* _TASK INPUTS_:
+ + + + + + +
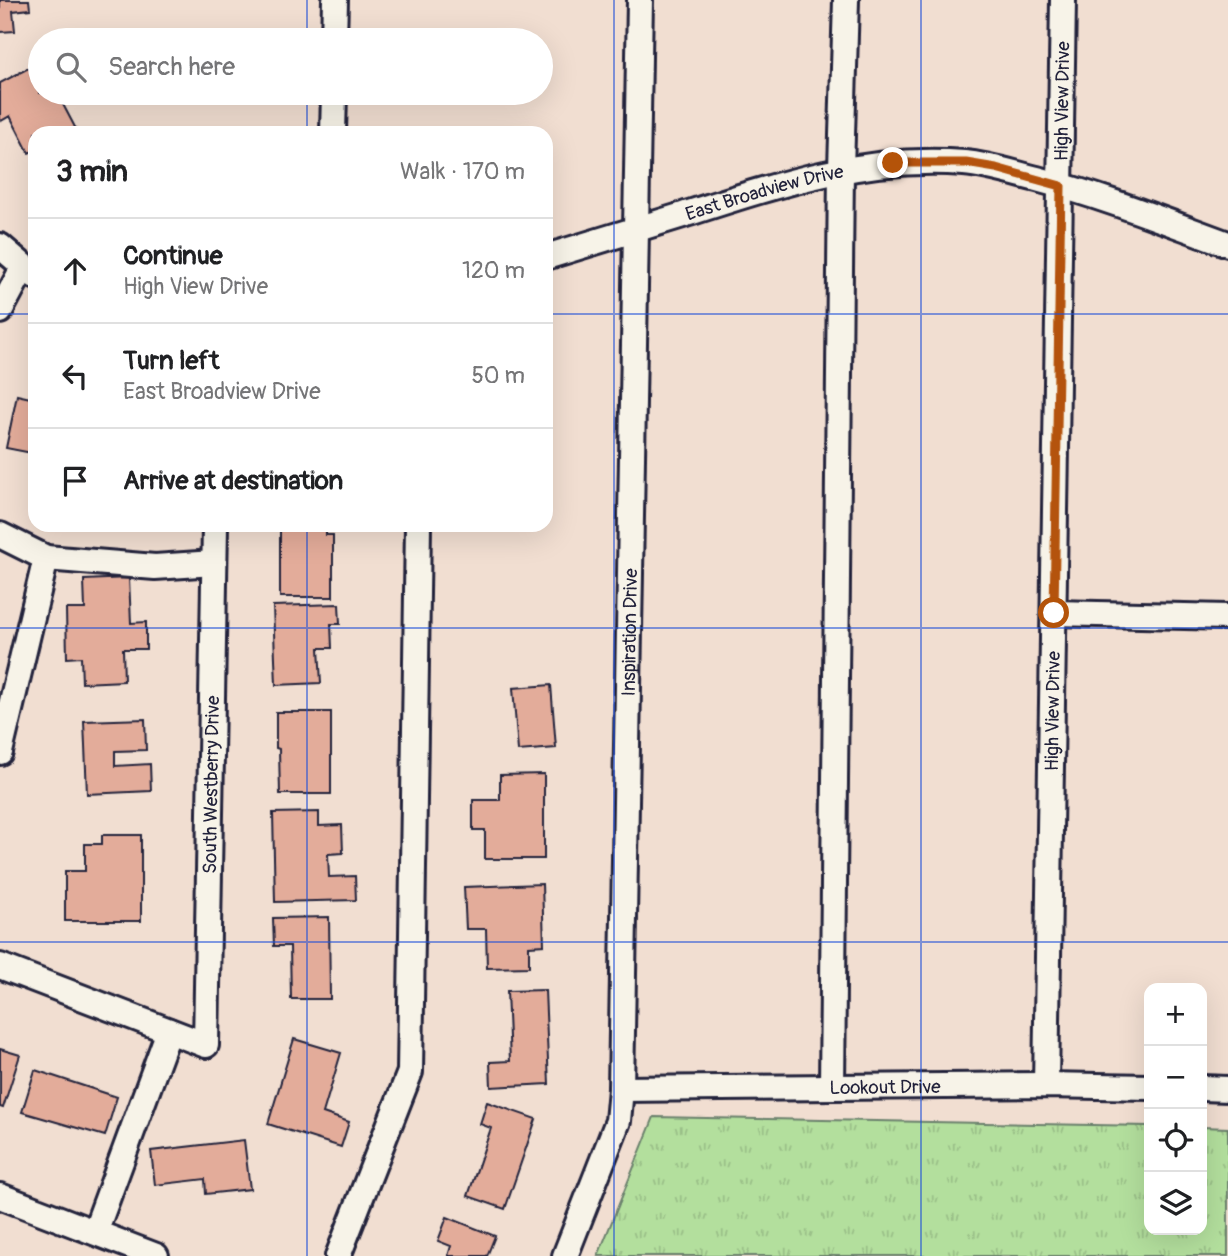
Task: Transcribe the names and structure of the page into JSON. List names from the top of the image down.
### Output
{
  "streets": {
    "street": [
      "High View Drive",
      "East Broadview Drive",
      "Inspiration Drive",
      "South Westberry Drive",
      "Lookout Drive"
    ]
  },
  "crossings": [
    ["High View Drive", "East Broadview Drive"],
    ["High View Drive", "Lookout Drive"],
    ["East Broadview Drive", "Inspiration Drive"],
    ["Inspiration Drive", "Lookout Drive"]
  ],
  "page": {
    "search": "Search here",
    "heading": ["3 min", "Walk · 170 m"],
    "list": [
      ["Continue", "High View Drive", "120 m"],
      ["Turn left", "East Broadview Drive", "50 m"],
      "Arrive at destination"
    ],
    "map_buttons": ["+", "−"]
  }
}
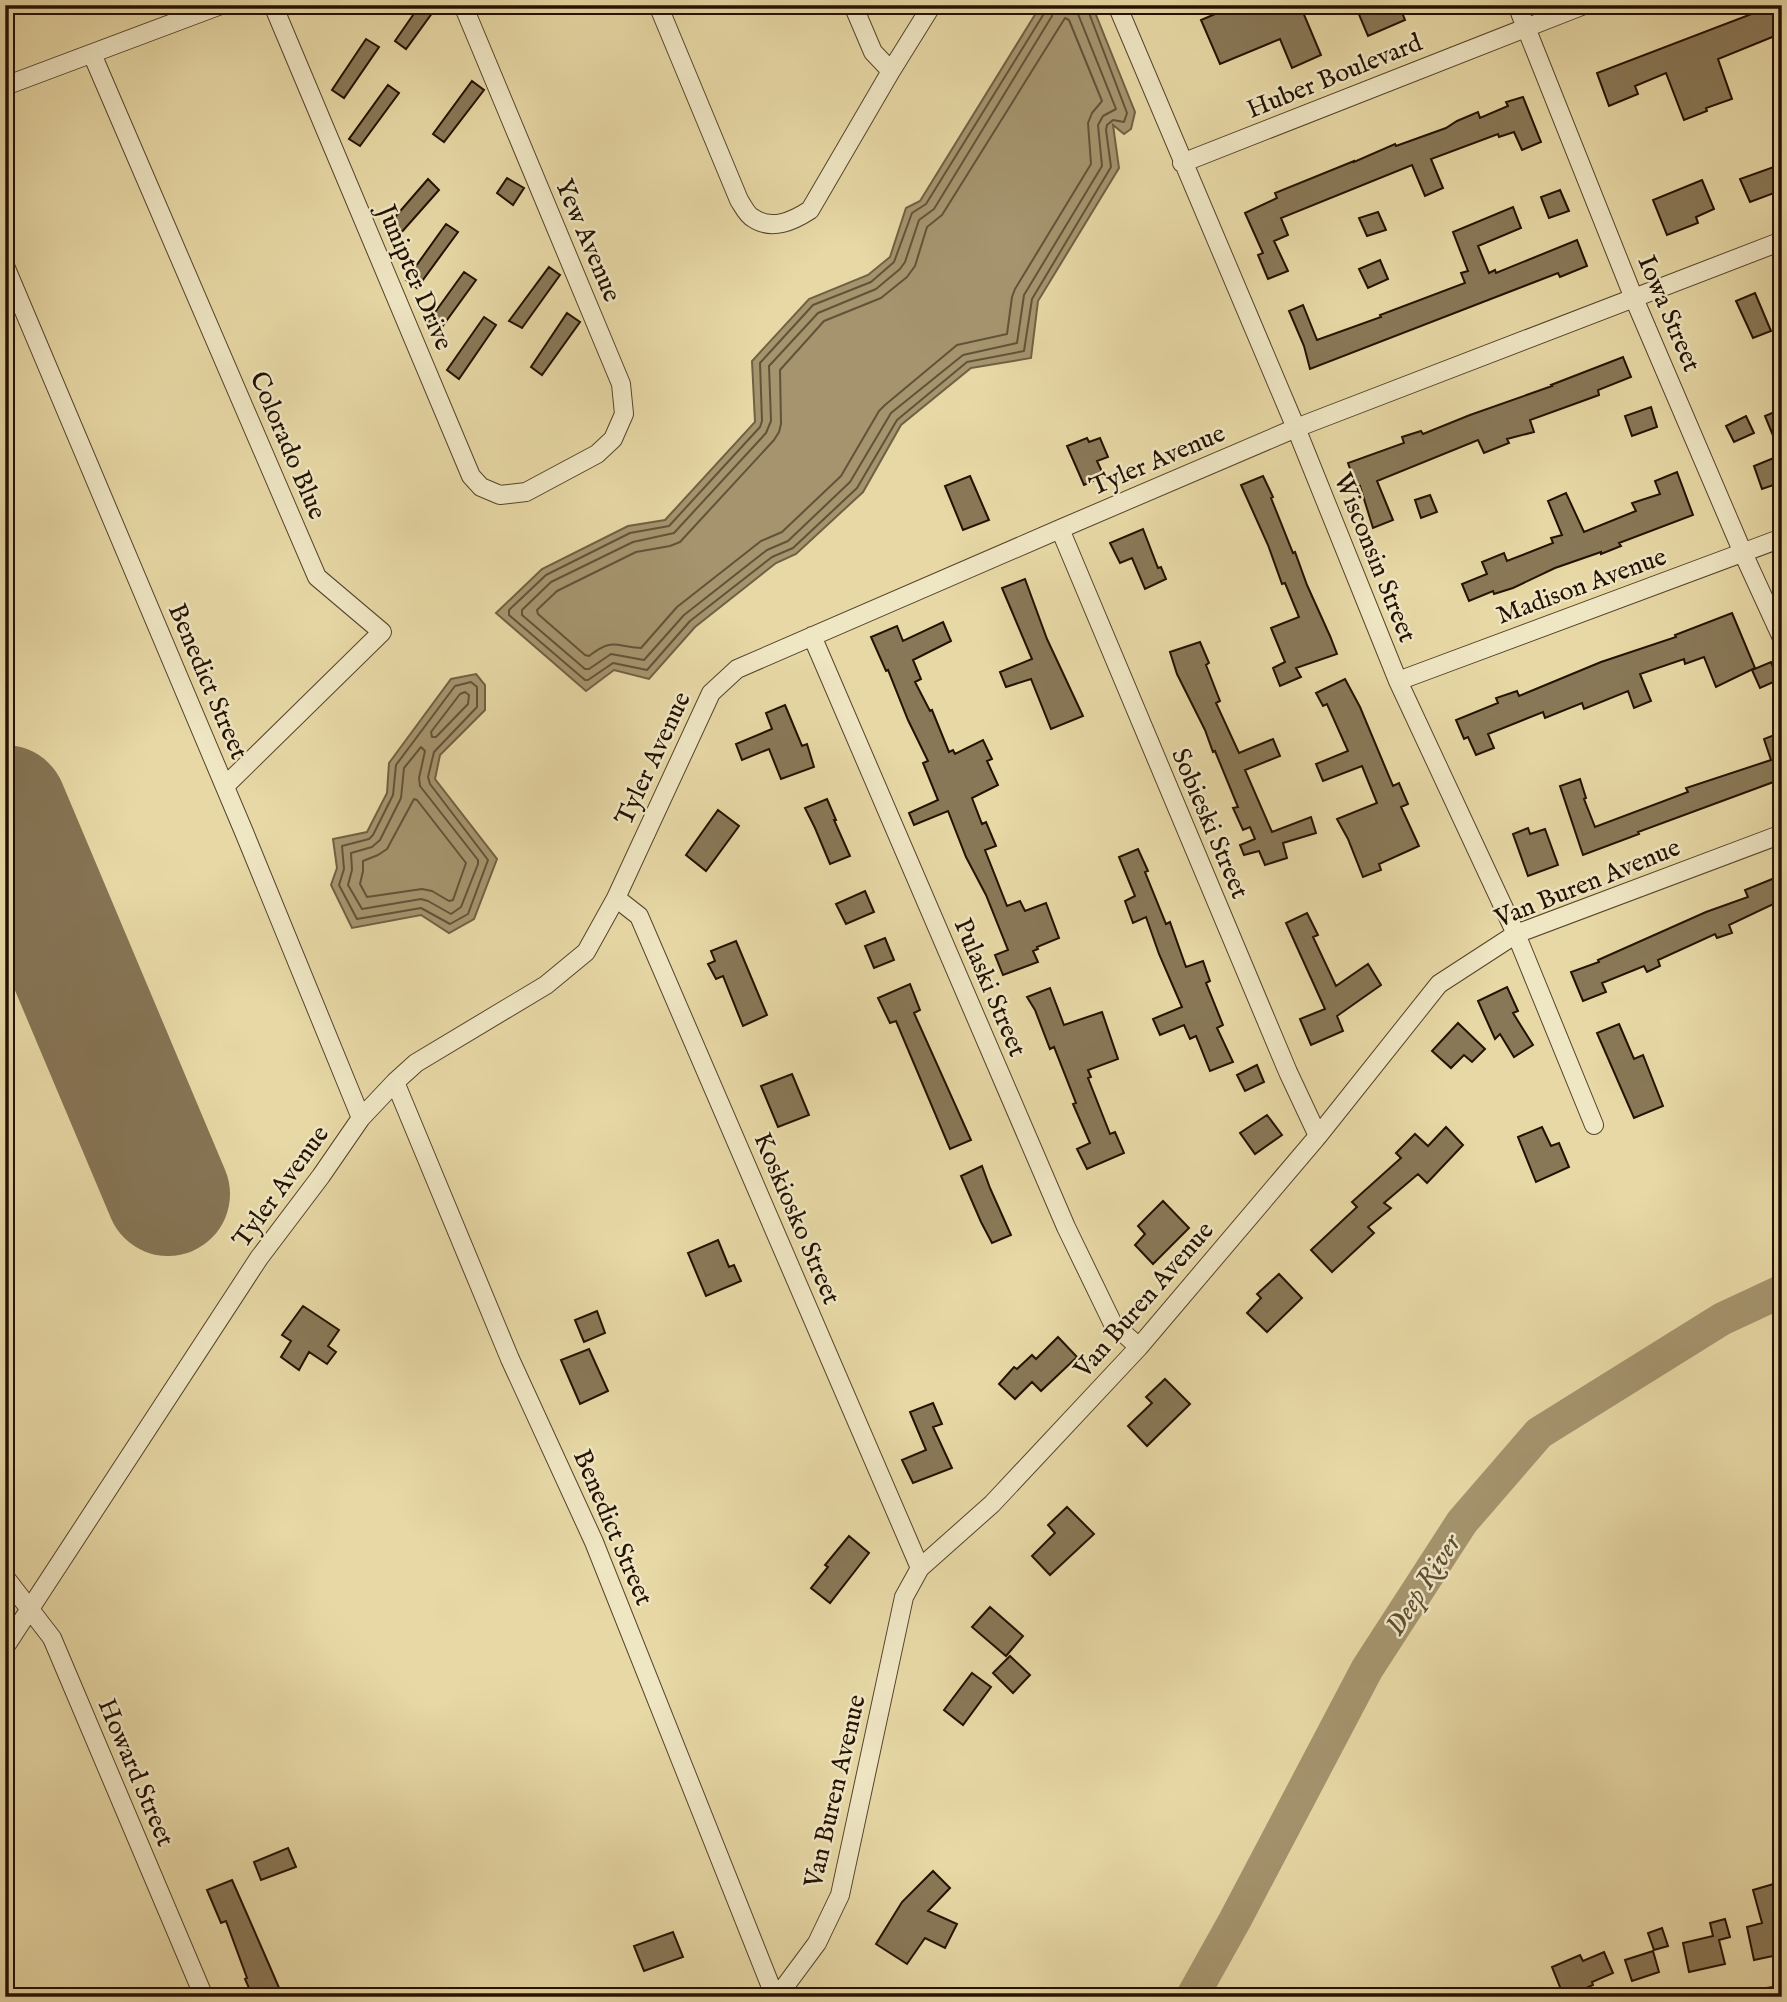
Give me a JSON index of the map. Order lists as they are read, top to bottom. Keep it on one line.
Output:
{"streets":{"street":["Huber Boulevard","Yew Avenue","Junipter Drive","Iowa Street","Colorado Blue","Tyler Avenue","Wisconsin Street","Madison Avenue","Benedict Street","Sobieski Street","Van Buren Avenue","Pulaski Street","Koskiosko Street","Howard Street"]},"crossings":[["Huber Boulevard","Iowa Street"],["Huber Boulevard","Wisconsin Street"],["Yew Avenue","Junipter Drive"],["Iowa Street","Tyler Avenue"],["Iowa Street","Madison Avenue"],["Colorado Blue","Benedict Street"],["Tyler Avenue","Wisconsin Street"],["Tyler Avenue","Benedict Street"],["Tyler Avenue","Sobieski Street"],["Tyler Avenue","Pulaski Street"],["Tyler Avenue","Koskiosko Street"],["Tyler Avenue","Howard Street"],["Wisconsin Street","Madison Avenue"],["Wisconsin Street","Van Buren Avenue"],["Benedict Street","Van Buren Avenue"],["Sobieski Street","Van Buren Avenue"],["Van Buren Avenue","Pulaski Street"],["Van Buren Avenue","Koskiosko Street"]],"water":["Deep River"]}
+ + + + + + +
* _PROBLEM DESCRIPTION_: Reprint the listing above exactly, without images.

* _OUTPUT OF THE TASK_:
Task: Transcribe the names and structure of the page into JSON. List names from the top of the image down.
### Output
{
  "streets": {
    "street": [
      "High View Drive",
      "East Broadview Drive",
      "Inspiration Drive",
      "South Westberry Drive",
      "Lookout Drive"
    ]
  },
  "crossings": [
    ["High View Drive", "East Broadview Drive"],
    ["High View Drive", "Lookout Drive"],
    ["East Broadview Drive", "Inspiration Drive"],
    ["Inspiration Drive", "Lookout Drive"]
  ],
  "page": {
    "search": "Search here",
    "heading": ["3 min", "Walk · 170 m"],
    "list": [
      ["Continue", "High View Drive", "120 m"],
      ["Turn left", "East Broadview Drive", "50 m"],
      "Arrive at destination"
    ],
    "map_buttons": ["+", "−"]
  }
}
Give me a JSON index of the map. Order lists as they are read, top to bottom. Keep it on one line.
Output:
{"streets":{"street":["Huber Boulevard","Yew Avenue","Junipter Drive","Iowa Street","Colorado Blue","Tyler Avenue","Wisconsin Street","Madison Avenue","Benedict Street","Sobieski Street","Van Buren Avenue","Pulaski Street","Koskiosko Street","Howard Street"]},"crossings":[["Huber Boulevard","Iowa Street"],["Huber Boulevard","Wisconsin Street"],["Yew Avenue","Junipter Drive"],["Iowa Street","Tyler Avenue"],["Iowa Street","Madison Avenue"],["Colorado Blue","Benedict Street"],["Tyler Avenue","Wisconsin Street"],["Tyler Avenue","Benedict Street"],["Tyler Avenue","Sobieski Street"],["Tyler Avenue","Pulaski Street"],["Tyler Avenue","Koskiosko Street"],["Tyler Avenue","Howard Street"],["Wisconsin Street","Madison Avenue"],["Wisconsin Street","Van Buren Avenue"],["Benedict Street","Van Buren Avenue"],["Sobieski Street","Van Buren Avenue"],["Van Buren Avenue","Pulaski Street"],["Van Buren Avenue","Koskiosko Street"]],"water":["Deep River"]}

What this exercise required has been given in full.